Quand la reine d’Angleterre sort de Buckingham en carrosse et grand tralala, au moins les choses sont claires : on sait que l’on va voir un film d’époque. Mais quand on voit le ballet des limousines noires entrer et sortir de l’Élysée ou de Matignon, on peut se méprendre. On pourrait se croire en 2020. Erreur. Nous sommes toujours en pleine monarchie républicaine, quand le général de Gaulle eut, après son illustre prédécesseur Louis-Napoléon Bonaparte, l’idée de faire élire le président des Français au suffrage universel. La France a-t-elle si peu changé depuis soixante ans, pour que notre destin collectif, notre vie sociale et le sort de la planète en soient encore à dépendre de l’ambition d’un homme ? Car comment ne pas voir que ce remaniement, qui a donné lieu à tant de supputations, ne répond finalement qu’à un seul impératif : la réélection d’Emmanuel Macron ? Notre rituel républicain est parfois plus suranné que le carrosse de Buckingham. Il a fallu pour ça écarter un Premier ministre qui commençait à lui faire de l’ombre, en choisir un autre pour son effacement, et parce que sa nomination embarrassera un concurrent potentiel – le menaçant Xavier Bertrand. Et former un gouvernement peau de chagrin entièrement à sa dévotion. Tout est guidé par la nécessité électorale d’aller chasser à droite. Le « en même temps à droite et à gauche » se termine lamentablement dans le jardin de Nicolas Sarkozy. Je ne dis pas que Macron n’aurait pas aimé pêcher un gros poisson socialiste pour crédibiliser son entreprise, mais la fonction d’alibi n’a plus d’avenir, et le poisson n’a pas mordu. Seule Ségolène Royal a tourné autour de l’hameçon avec gourmandise.

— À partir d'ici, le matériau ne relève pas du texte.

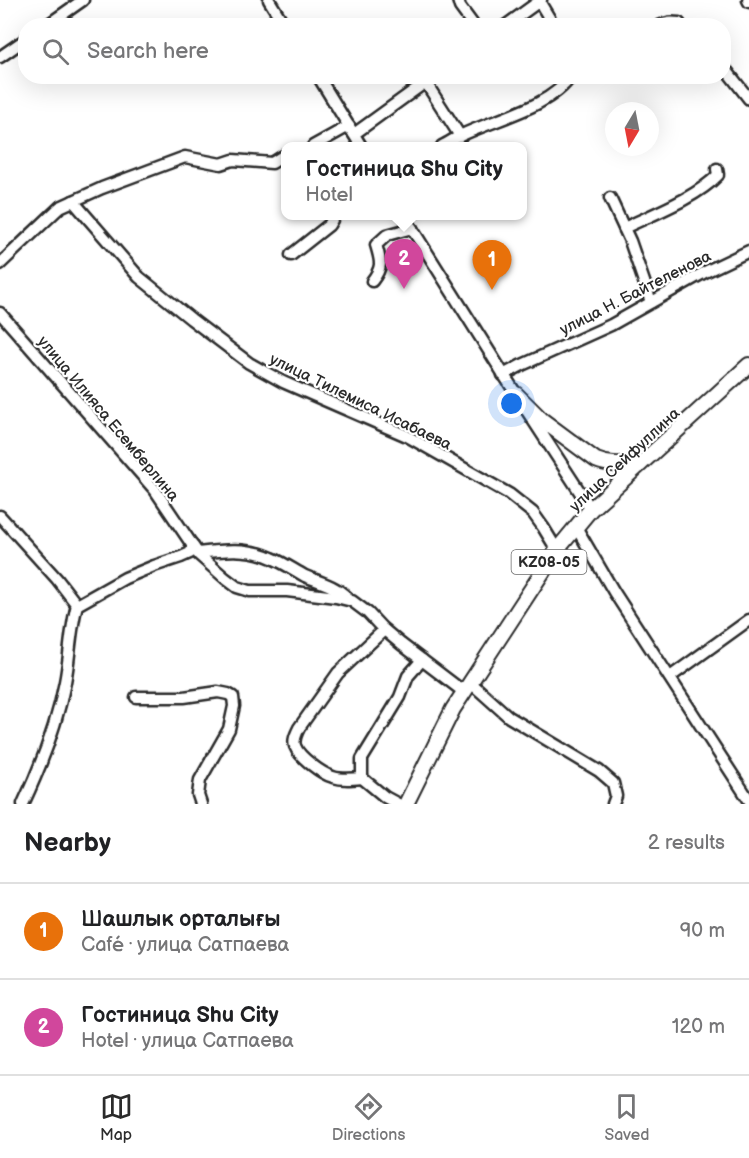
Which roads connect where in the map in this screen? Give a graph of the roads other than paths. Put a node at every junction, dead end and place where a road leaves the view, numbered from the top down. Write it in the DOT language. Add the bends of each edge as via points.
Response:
graph roads {
  1 [pos="83,0"];
  2 [pos="269,0"];
  3 [pos="458,0"];
  4 [pos="540,1"];
  5 [pos="525,4"];
  6 [pos="57,18"];
  7 [pos="280,18"];
  8 [pos="468,18"];
  9 [pos="512,18"];
  10 [pos="550,18"];
  11 [pos="18,45"];
  12 [pos="0,57"];
  13 [pos="731,77"];
  14 [pos="323,84"];
  15 [pos="424,84"];
  16 [pos="432,84"];
  17 [pos="567,84"];
  18 [pos="749,99"];
  19 [pos="351,130"];
  20 [pos="460,136"];
  21 [pos="324,142"];
  22 [pos="358,142"];
  23 [pos="450,142"];
  24 [pos="281,159"];
  25 [pos="717,169"];
  26 [pos="610,198"];
  27 [pos="73,201"];
  28 [pos="332,220"];
  29 [pos="407,220"];
  30 [pos="412,228"];
  31 [pos="624,228"];
  32 [pos="749,251"];
  33 [pos="291,255"];
  34 [pos="1,262"];
  35 [pos="372,281"];
  36 [pos="651,302"];
  37 [pos="0,313"];
  38 [pos="749,365"];
  39 [pos="503,375"];
  40 [pos="516,394"];
  41 [pos="640,464"];
  42 [pos="591,509"];
  43 [pos="0,516"];
  44 [pos="576,527"];
  45 [pos="195,549"];
  46 [pos="557,550"];
  47 [pos="352,601"];
  48 [pos="77,605"];
  49 [pos="749,620"];
  50 [pos="384,630"];
  51 [pos="422,660"];
  52 [pos="670,677"];
  53 [pos="467,687"];
  54 [pos="136,697"];
  55 [pos="362,778"];
  56 [pos="745,784"];
  57 [pos="749,800"];
  58 [pos="22,804"];
  59 [pos="201,804"];
  60 [pos="398,804"];
  61 [pos="406,804"];
  62 [pos="613,804"];
  1 -- 6 [label="street"];
  2 -- 7 [label="street"];
  3 -- 8 [label="street"];
  4 -- 5 [label="street"];
  4 -- 10 [label="street"];
  5 -- 9 [label="street"];
  11 -- 12 [label="street"];
  13 -- 18 [label="street"];
  14 -- 19 [label="street"];
  15 -- 19 [label="street"];
  16 -- 20 [label="street"];
  17 -- 20 [label="street" via="531,107"];
  19 -- 21 [label="street"];
  19 -- 22 [label="street"];
  20 -- 23 [label="street"];
  24 -- 27 [label="street" via="272,164 233,160 221,164 184,157"];
  25 -- 31 [label="street" via="718,175 710,184"];
  26 -- 31 [label="street"];
  27 -- 34 [label="street" via="60,207"];
  27 -- 46 [label="street, улица Тилемиса Исабаева" via="139,277 249,363 407,436 509,494 533,513"];
  28 -- 33 [label="street"];
  29 -- 30 [label="street"];
  30 -- 35 [label="street" via="387,235 376,245 381,263"];
  30 -- 39 [label="street"];
  31 -- 36 [label="street"];
  32 -- 36 [label="street, улица Н. Байтеленова"];
  36 -- 39 [label="street, улица Н. Байтеленова"];
  37 -- 45 [label="street, улица Илияса Есемберлина" via="155,490"];
  38 -- 41 [label="main road, улица Сейфуллина / KZ08-05"];
  39 -- 40 [label="street"];
  40 -- 41 [label="main road" via="542,420 596,460"];
  40 -- 42 [label="street"];
  41 -- 42 [label="main road, улица Сейфуллина / KZ08-05"];
  42 -- 44 [label="main road, улица Сейфуллина / KZ08-05"];
  43 -- 48 [label="street"];
  44 -- 46 [label="main road, улица Сейфуллина / KZ08-05"];
  44 -- 52 [label="street"];
  45 -- 47 [label="street" via="249,551 271,557 324,582"];
  45 -- 47 [label="street, улица Илияса Есемберлина" via="207,564 237,587"];
  45 -- 48 [label="street" via="125,578"];
  46 -- 53 [label="main road, улица Сейфуллина / KZ08-05"];
  47 -- 50 [label="street"];
  48 -- 58 [label="street" via="57,713 38,771"];
  49 -- 52 [label="street"];
  50 -- 51 [label="street"];
  50 -- 55 [label="street" via="338,674 295,738 296,748 307,761 332,777"];
  51 -- 53 [label="street"];
  51 -- 55 [label="street" via="408,676 400,697 362,759"];
  52 -- 56 [label="street"];
  53 -- 61 [label="main road, улица Сейфуллина / KZ08-05"];
  53 -- 62 [label="street" via="599,771 613,783"];
  54 -- 59 [label="street" via="218,692 233,697 229,729 200,780"];
  55 -- 60 [label="street"];
  56 -- 57 [label="street"];
}
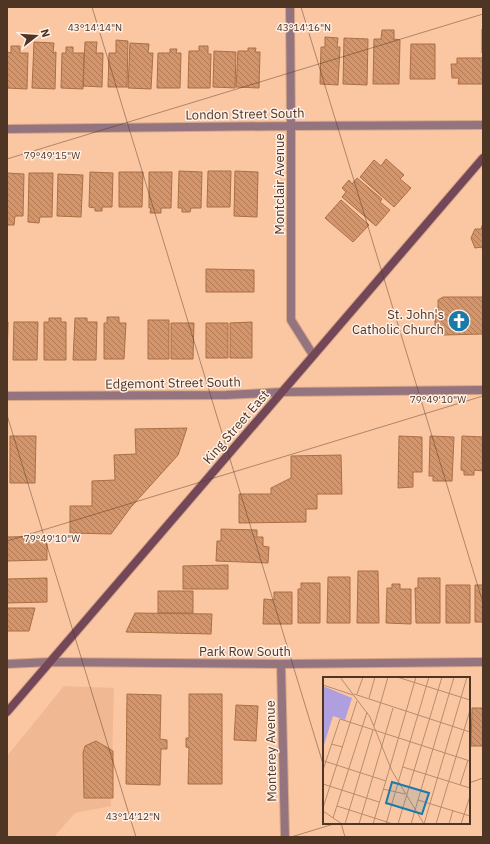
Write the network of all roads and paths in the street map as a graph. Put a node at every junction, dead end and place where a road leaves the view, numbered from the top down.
1 (290, 7) edge
2 (483, 125) edge
3 (292, 126) junction
4 (7, 129) edge
5 (483, 158) edge
6 (313, 355) junction
7 (483, 390) edge
8 (282, 392) junction
9 (7, 396) edge
10 (50, 662) junction
11 (483, 662) edge
12 (7, 664) edge
13 (281, 664) junction
14 (7, 712) edge
15 (284, 837) edge

1 - 3 street, Montclair Avenue
2 - 3 street, London Street South
3 - 4 street, London Street South
3 - 6 street, Montclair Avenue
5 - 6 main road, King Street East
6 - 8 main road, King Street East
7 - 8 street, Edgemont Street South
8 - 9 street, Edgemont Street South
8 - 10 main road, King Street East
10 - 12 street, Park Row South
10 - 13 street, Park Row South
10 - 14 main road, King Street East
11 - 13 street, Park Row South
13 - 15 street, Monterey Avenue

Macron a donc dû se contenter d’un « coup de com » avec la nomination inattendue à la Justice d’Éric Dupont-Moretti, avocat, comédien, écrivain, et icône des médias. Ambition, quand tu nous tiens… Il n’est pas sûr que le personnage, en conflit avec les magistrats, et critique sévère de la place Beauvau, ne se révèle pas très vite encombrant. À part ça, quoi ? Darmanin, un sarkozyste à l’Intérieur pour plaire aux syndicats de policiers ; Bachelot, une sarkozyste (sympathique) à la Culture ; et un jeu de chaises musicales dont il n’est pas nécessaire d’encombrer ces lignes. Ce qui nous amène à cette grande question : qui se souvient qu’à peine huit jours avant la formation de ce gouvernement l’écologie avait été plébiscitée par nos concitoyens ? Qui se souvient que Lyon, Marseille, Bordeaux, Strasbourg, Grenoble, Poitiers sont tombées dans l’escarcelle des écologistes, le plus souvent à la tête de coalitions de gauche ? Qui se souvient que nous sommes confrontés à une urgence climatique aussi existentielle que contraire aux lois du capitalisme ? Lundi, Emmanuel Macron a fait comme si ce scrutin municipal n’avait jamais existé. La démocratie, ce n’est pas plus compliqué qu’un coup d’éponge magique !

Le résultat de cette amnésie gouvernementale a abouti lundi à la nomination de Barbara Pompili, lointaine transfuge des Verts qui hérite du portefeuille de l’écologie. Gageons qu’elle remplacera davantage François de Rugy que Nicolas Hulot. Voilà l’écologie certes haut placée dans la hiérarchie gouvernementale, mais remise à sa modeste place dans l’ordre des priorités politiciennes, et perdue dans un océan libéral. En revanche, Emmanuel Macron d’abord, Jean Castex ensuite se sont empressés de remettre sur la table la réforme des retraites. Là encore, la mémoire est défaillante. Même le président du Medef, Geoffroy Roux de Bézieux, demande pitié. Imagine-t-on la relance d’un conflit social sur notre économie dévastée ? Mais l’essentiel, c’est le message. Macron veut être, en 2022, le candidat de la droite, avec un programme de droite et un gouvernement de droite. C’est à lui et lui seul que doit revenir la mission de repousser une fois encore les assauts de l’extrême droite. Inutile de dire que, dans ce schéma, les promesses du « plus rien ne sera comme avant » ont, elles aussi, été oubliées.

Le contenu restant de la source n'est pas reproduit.